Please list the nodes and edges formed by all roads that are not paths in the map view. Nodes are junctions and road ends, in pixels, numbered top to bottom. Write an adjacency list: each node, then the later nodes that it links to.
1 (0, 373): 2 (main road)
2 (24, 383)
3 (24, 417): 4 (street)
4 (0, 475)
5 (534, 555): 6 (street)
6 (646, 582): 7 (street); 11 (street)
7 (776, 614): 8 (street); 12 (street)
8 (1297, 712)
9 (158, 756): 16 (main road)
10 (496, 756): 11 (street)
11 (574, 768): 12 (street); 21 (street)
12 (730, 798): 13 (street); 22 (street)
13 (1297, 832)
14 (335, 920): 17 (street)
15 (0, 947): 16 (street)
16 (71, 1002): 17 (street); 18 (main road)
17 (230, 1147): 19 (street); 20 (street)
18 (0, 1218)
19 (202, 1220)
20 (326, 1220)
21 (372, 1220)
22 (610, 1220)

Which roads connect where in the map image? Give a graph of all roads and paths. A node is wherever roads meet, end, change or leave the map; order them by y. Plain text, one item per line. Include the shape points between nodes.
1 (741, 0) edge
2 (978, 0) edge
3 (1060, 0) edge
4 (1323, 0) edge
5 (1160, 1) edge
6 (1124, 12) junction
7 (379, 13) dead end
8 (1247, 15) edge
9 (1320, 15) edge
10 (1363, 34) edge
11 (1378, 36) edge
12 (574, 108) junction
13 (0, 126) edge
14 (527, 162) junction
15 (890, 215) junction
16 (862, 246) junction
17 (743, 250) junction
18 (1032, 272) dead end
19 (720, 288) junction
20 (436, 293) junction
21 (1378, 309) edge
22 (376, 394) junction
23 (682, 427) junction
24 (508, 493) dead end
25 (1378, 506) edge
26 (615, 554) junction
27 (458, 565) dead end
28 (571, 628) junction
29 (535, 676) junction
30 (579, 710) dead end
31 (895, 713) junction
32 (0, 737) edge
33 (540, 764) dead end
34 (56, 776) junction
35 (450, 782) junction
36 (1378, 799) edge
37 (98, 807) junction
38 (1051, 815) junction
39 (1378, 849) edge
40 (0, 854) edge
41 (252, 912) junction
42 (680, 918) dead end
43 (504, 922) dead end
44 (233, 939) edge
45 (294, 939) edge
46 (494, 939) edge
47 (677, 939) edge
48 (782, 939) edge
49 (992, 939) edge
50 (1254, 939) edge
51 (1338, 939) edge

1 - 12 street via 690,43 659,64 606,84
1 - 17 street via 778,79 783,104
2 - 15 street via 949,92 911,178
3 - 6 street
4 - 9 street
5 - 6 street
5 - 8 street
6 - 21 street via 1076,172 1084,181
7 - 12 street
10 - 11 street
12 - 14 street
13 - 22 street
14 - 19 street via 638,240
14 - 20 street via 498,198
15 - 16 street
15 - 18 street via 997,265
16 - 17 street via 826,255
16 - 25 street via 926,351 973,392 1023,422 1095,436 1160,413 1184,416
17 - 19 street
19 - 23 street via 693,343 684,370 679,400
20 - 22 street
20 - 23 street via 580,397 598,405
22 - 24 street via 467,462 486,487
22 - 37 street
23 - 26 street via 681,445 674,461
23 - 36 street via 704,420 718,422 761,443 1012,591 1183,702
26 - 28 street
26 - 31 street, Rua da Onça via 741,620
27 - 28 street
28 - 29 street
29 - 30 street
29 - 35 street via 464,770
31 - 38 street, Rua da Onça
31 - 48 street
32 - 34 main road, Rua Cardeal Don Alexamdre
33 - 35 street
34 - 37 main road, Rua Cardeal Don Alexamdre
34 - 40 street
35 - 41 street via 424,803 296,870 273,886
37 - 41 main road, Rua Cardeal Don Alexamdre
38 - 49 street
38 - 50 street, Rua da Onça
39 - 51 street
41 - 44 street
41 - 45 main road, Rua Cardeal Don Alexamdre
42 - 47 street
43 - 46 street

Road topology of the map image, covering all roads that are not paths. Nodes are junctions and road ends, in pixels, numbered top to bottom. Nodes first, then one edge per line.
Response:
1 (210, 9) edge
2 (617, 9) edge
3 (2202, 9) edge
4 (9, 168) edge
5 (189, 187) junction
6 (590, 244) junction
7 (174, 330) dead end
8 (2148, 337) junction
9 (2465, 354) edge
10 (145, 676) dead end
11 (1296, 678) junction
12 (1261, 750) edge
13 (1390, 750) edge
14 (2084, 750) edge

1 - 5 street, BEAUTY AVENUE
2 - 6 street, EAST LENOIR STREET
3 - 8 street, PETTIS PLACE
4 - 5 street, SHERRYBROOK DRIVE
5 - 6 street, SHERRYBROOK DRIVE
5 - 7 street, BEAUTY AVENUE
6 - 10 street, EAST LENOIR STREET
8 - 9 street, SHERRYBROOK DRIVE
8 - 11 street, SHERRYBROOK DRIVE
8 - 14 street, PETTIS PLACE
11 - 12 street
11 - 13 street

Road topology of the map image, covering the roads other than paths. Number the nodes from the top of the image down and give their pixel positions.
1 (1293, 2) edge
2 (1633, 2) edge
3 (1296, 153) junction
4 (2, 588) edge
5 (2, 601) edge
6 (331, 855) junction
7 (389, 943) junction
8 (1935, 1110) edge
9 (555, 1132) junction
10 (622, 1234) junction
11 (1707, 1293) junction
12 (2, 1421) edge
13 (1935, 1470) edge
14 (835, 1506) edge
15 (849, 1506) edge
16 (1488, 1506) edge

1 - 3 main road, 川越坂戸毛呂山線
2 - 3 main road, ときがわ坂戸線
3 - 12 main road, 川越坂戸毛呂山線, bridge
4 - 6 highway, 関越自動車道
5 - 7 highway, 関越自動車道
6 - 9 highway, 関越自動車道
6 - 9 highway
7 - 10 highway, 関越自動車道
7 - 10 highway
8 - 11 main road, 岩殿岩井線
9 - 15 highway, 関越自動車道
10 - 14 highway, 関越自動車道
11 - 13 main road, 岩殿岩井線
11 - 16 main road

● **ACTION ITEM**
Having read the material, set all of it down again without a single difference.

● **SOLVED PROBLEM**
Please list the nodes and edges formed by all roads that are not paths in the map view. Nodes are junctions and road ends, in pixels, numbered top to bottom. Write an adjacency list: each node, then the later nodes that it links to.
1 (0, 373): 2 (main road)
2 (24, 383)
3 (24, 417): 4 (street)
4 (0, 475)
5 (534, 555): 6 (street)
6 (646, 582): 7 (street); 11 (street)
7 (776, 614): 8 (street); 12 (street)
8 (1297, 712)
9 (158, 756): 16 (main road)
10 (496, 756): 11 (street)
11 (574, 768): 12 (street); 21 (street)
12 (730, 798): 13 (street); 22 (street)
13 (1297, 832)
14 (335, 920): 17 (street)
15 (0, 947): 16 (street)
16 (71, 1002): 17 (street); 18 (main road)
17 (230, 1147): 19 (street); 20 (street)
18 (0, 1218)
19 (202, 1220)
20 (326, 1220)
21 (372, 1220)
22 (610, 1220)

Which roads connect where in the map image? Give a graph of all roads and paths. A node is wherever roads meet, end, change or leave the map; order them by y. Plain text, one item per line. Include the shape points between nodes.
1 (741, 0) edge
2 (978, 0) edge
3 (1060, 0) edge
4 (1323, 0) edge
5 (1160, 1) edge
6 (1124, 12) junction
7 (379, 13) dead end
8 (1247, 15) edge
9 (1320, 15) edge
10 (1363, 34) edge
11 (1378, 36) edge
12 (574, 108) junction
13 (0, 126) edge
14 (527, 162) junction
15 (890, 215) junction
16 (862, 246) junction
17 (743, 250) junction
18 (1032, 272) dead end
19 (720, 288) junction
20 (436, 293) junction
21 (1378, 309) edge
22 (376, 394) junction
23 (682, 427) junction
24 (508, 493) dead end
25 (1378, 506) edge
26 (615, 554) junction
27 (458, 565) dead end
28 (571, 628) junction
29 (535, 676) junction
30 (579, 710) dead end
31 (895, 713) junction
32 (0, 737) edge
33 (540, 764) dead end
34 (56, 776) junction
35 (450, 782) junction
36 (1378, 799) edge
37 (98, 807) junction
38 (1051, 815) junction
39 (1378, 849) edge
40 (0, 854) edge
41 (252, 912) junction
42 (680, 918) dead end
43 (504, 922) dead end
44 (233, 939) edge
45 (294, 939) edge
46 (494, 939) edge
47 (677, 939) edge
48 (782, 939) edge
49 (992, 939) edge
50 (1254, 939) edge
51 (1338, 939) edge

1 - 12 street via 690,43 659,64 606,84
1 - 17 street via 778,79 783,104
2 - 15 street via 949,92 911,178
3 - 6 street
4 - 9 street
5 - 6 street
5 - 8 street
6 - 21 street via 1076,172 1084,181
7 - 12 street
10 - 11 street
12 - 14 street
13 - 22 street
14 - 19 street via 638,240
14 - 20 street via 498,198
15 - 16 street
15 - 18 street via 997,265
16 - 17 street via 826,255
16 - 25 street via 926,351 973,392 1023,422 1095,436 1160,413 1184,416
17 - 19 street
19 - 23 street via 693,343 684,370 679,400
20 - 22 street
20 - 23 street via 580,397 598,405
22 - 24 street via 467,462 486,487
22 - 37 street
23 - 26 street via 681,445 674,461
23 - 36 street via 704,420 718,422 761,443 1012,591 1183,702
26 - 28 street
26 - 31 street, Rua da Onça via 741,620
27 - 28 street
28 - 29 street
29 - 30 street
29 - 35 street via 464,770
31 - 38 street, Rua da Onça
31 - 48 street
32 - 34 main road, Rua Cardeal Don Alexamdre
33 - 35 street
34 - 37 main road, Rua Cardeal Don Alexamdre
34 - 40 street
35 - 41 street via 424,803 296,870 273,886
37 - 41 main road, Rua Cardeal Don Alexamdre
38 - 49 street
38 - 50 street, Rua da Onça
39 - 51 street
41 - 44 street
41 - 45 main road, Rua Cardeal Don Alexamdre
42 - 47 street
43 - 46 street

Road topology of the map image, covering all roads that are not paths. Nodes are junctions and road ends, in pixels, numbered top to bottom. Nodes first, then one edge per line.
Response:
1 (210, 9) edge
2 (617, 9) edge
3 (2202, 9) edge
4 (9, 168) edge
5 (189, 187) junction
6 (590, 244) junction
7 (174, 330) dead end
8 (2148, 337) junction
9 (2465, 354) edge
10 (145, 676) dead end
11 (1296, 678) junction
12 (1261, 750) edge
13 (1390, 750) edge
14 (2084, 750) edge

1 - 5 street, BEAUTY AVENUE
2 - 6 street, EAST LENOIR STREET
3 - 8 street, PETTIS PLACE
4 - 5 street, SHERRYBROOK DRIVE
5 - 6 street, SHERRYBROOK DRIVE
5 - 7 street, BEAUTY AVENUE
6 - 10 street, EAST LENOIR STREET
8 - 9 street, SHERRYBROOK DRIVE
8 - 11 street, SHERRYBROOK DRIVE
8 - 14 street, PETTIS PLACE
11 - 12 street
11 - 13 street

Road topology of the map image, covering the roads other than paths. Number the nodes from the top of the image down and give their pixel positions.
1 (1293, 2) edge
2 (1633, 2) edge
3 (1296, 153) junction
4 (2, 588) edge
5 (2, 601) edge
6 (331, 855) junction
7 (389, 943) junction
8 (1935, 1110) edge
9 (555, 1132) junction
10 (622, 1234) junction
11 (1707, 1293) junction
12 (2, 1421) edge
13 (1935, 1470) edge
14 (835, 1506) edge
15 (849, 1506) edge
16 (1488, 1506) edge

1 - 3 main road, 川越坂戸毛呂山線
2 - 3 main road, ときがわ坂戸線
3 - 12 main road, 川越坂戸毛呂山線, bridge
4 - 6 highway, 関越自動車道
5 - 7 highway, 関越自動車道
6 - 9 highway, 関越自動車道
6 - 9 highway
7 - 10 highway, 関越自動車道
7 - 10 highway
8 - 11 main road, 岩殿岩井線
9 - 15 highway, 関越自動車道
10 - 14 highway, 関越自動車道
11 - 13 main road, 岩殿岩井線
11 - 16 main road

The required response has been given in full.